Dance Review: Brazil’s Grupo Corpo — Floating Free

By Jessica Lockhart

Grupo Corpo’s dancers are as technically astute as those at other top dance companies, but they excel at conveying a lushness of movement that feels sensual rather than sexual.

Grupo Corpo, Boch Center Shubert Theatre

Grupo Corpo’s Lucas Saraiva and Agatha Faro performing Gil Refazendo. Photo: Robert Torres

Two minutes after the Brazilian contemporary dance company Grupo Corpo took to the stage at the Boch Center on October 29 I began to smile, to feel warm inside. The dancers were sweetly moving to the beautiful music of Gilberto Gil: it was joyous to see how those rich and beautiful sounds inspired such playful dancing. This group of 20 performers drew on their strength, fluidity, and rhythmic finesse to mesmerize.
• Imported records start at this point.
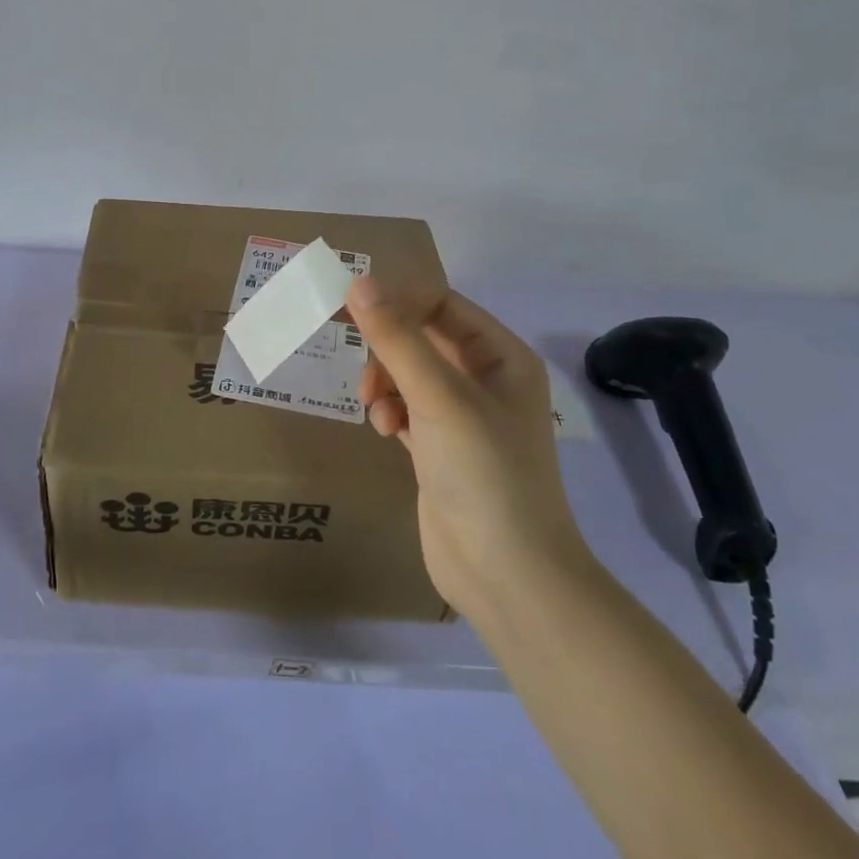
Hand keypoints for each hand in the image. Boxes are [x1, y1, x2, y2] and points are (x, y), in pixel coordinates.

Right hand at [348, 276, 587, 620]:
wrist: (508, 576)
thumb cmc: (484, 474)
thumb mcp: (439, 398)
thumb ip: (397, 339)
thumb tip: (359, 282)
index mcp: (502, 356)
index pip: (441, 304)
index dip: (397, 300)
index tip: (350, 309)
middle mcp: (485, 379)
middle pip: (422, 336)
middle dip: (386, 343)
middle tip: (350, 349)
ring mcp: (463, 416)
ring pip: (409, 372)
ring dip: (384, 378)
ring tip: (373, 403)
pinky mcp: (440, 448)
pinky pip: (405, 407)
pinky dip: (389, 409)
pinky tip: (383, 428)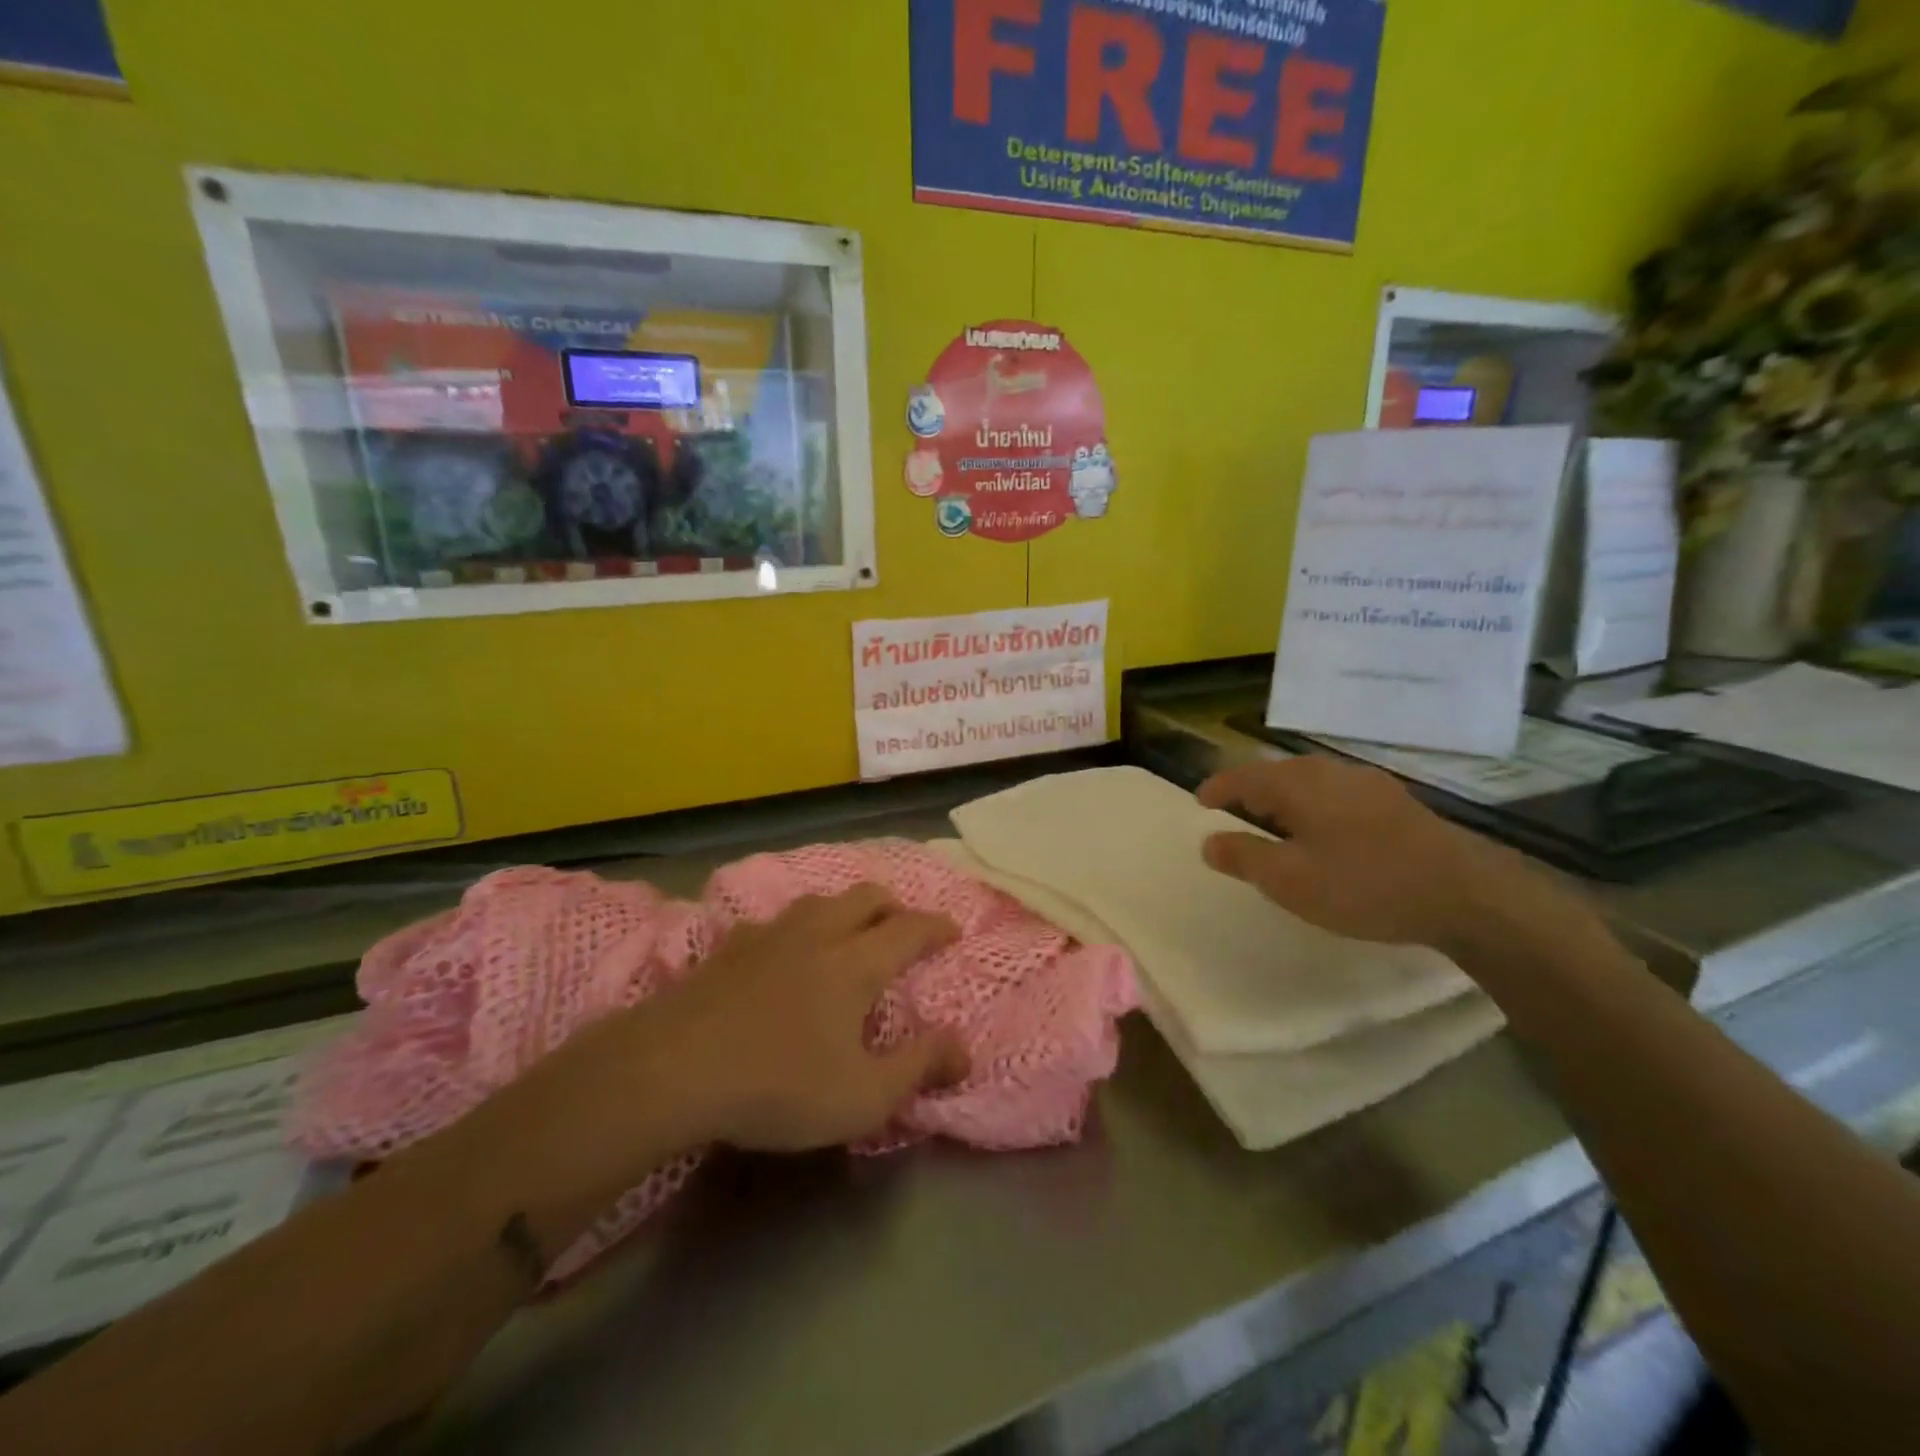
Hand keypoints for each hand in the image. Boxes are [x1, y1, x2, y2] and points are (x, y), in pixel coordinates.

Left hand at [634, 886, 969, 1151]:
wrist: (672, 1069)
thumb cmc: (778, 1085)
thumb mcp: (862, 1096)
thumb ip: (919, 1068)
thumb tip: (964, 1049)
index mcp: (856, 962)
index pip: (910, 929)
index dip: (937, 927)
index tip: (953, 931)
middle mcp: (818, 933)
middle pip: (866, 897)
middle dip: (893, 906)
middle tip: (904, 927)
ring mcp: (770, 934)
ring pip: (820, 901)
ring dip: (845, 909)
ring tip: (849, 932)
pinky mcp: (730, 946)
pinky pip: (776, 921)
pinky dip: (797, 928)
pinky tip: (785, 951)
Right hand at [1197, 755, 1586, 958]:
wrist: (1465, 893)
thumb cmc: (1363, 884)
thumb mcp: (1289, 880)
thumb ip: (1243, 857)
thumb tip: (1208, 841)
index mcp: (1296, 784)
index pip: (1242, 776)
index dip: (1217, 788)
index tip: (1200, 803)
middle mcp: (1328, 772)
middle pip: (1275, 774)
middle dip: (1249, 791)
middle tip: (1233, 813)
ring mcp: (1366, 783)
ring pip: (1309, 782)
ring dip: (1283, 799)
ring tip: (1275, 825)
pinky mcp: (1394, 801)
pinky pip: (1336, 794)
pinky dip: (1314, 807)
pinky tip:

Their physical grace, accompanied by powerfully grinning faces, was designed to lighten souls and relax hyper-worried minds. Their swaying hips and undulating shoulders seemed to transport the audience to balmier climes.

The performance featured two dances choreographed by Rodrigo Pederneiras. The first was 2022’s Gil Refazendo. The score was taken from the work of Gil, one of Brazil’s most renowned singer/songwriters, and it included many of his most famous tunes. The sound varied from the whimsical, which depended on strong drum beats and rhythms, to the quietly melancholy. The piece began with a dancer whose quick, sharp, edgy steps melted into big flowing gestures. The dance see-sawed back and forth — from the sultry to the quirky and eventually the magical. Then another performer and then another joined the performance until the stage was crowded with the entire troupe. The pacing and staging of the piece exuded a lush sense of oceanic motion, movements coming and going like a loose assemblage of waves.

The costumes by Freusa Zechmeister were simple: white linen shirts that flowed over simple shorts for the women and trousers for the men. The backdrop was a muted but colorful image that was out-of-focus, its hues moving slightly to offer different visuals throughout the dance. Near the end of the piece, the image was animated via sped-up time elapse: it was a picture of a giant sunflower growing and opening. Then the perspective pulled out to reveal hundreds of sunflowers. The message was clear: this was a sampling of Brazilian warmth and sunshine.

Grupo Corpo’s dancers are as technically astute as those at other top dance companies, but they excel at conveying a lushness of movement that feels sensual rather than sexual. The impression is that you are watching dancers express a comfortable, primal ease with their bodies. That illusion of weightlessness infuses their movements with a special grace — an extended leg wafts into the air and then seems to float.

Grupo Corpo performing Gira. Photo: Robert Torres

The second piece on the program was 2017’s Gira, an enactment of an intense and demanding ritual. The torsos of the dancers, female and male, were naked. They were costumed in full linen skirts. The piece taps into the origins of an Afro-Brazilian religion: the program noted that Candomblé and the spiritualist doctrine Kardecism influenced the aesthetic design of the choreography. The performers gave off the impression that they were determined warriors dedicated to completing a dazzling, even hypnotic, ceremony. When they weren’t on stage, the dancers sat in chairs around the edges of the stage and covered themselves in black tulle. The performers were still an active part of the performance — even though they were cloaked. The suggestion is that we were seeing the actions of a religious sect, like the Shakers, whose services called for witnesses whose godly purpose was to remain still.

The music by São Paulo trio Meta Meta fused punk, jazz, samba, Afrobeat, and candomblé into a compelling visceral soundscape. The dancers were driven by the music to keep moving — they seemed to be on an increasingly demanding quest for something. Solos and partnering interludes were executed with wonderful grace and speed. The performers moved with an ever-renewed energy — they were perpetual motion machines on the hunt for transcendence. Something was not quite right, though, because they couldn’t stop, they couldn’t reach nirvana.

These terrific dancers must be individually acknowledged: Agatha Faro, Bianca Victal, Davi Gabriel, Dayanne Amaral, Debora Roots, Edesio Nunes, Giulia Madureira, Isabella Accorsi, Jonatas Itaparice, Jonathan de Paula, Karen Rangel, Luan Barcelos, Lucas Saraiva, Malu Figueroa, Rafael Bittar, Rafaela Fernandes, Tris Martins, Vitória Lopes, and Walleyston Malaquias.

Rodrigo Pederneiras founded the company in 1975 in Belo Horizonte, Brazil. The program informs us that, in the performances of Grupo Corpo, “all facets of Brazil: past and future, erudite and popular, foreign influence and local color, and the urban and the suburban come to being as art. Brazilian art. World art.” This splendid company is a sui generis international ambassador.


Jessica Lockhart is a National Endowment for the Arts Fellow in Dance Criticism and has a BA in Communication from the University of Southern Maine. Lockhart is a Maine Association of Broadcasters award-winning independent journalist. Currently, she also works as program director at WMPG Community radio.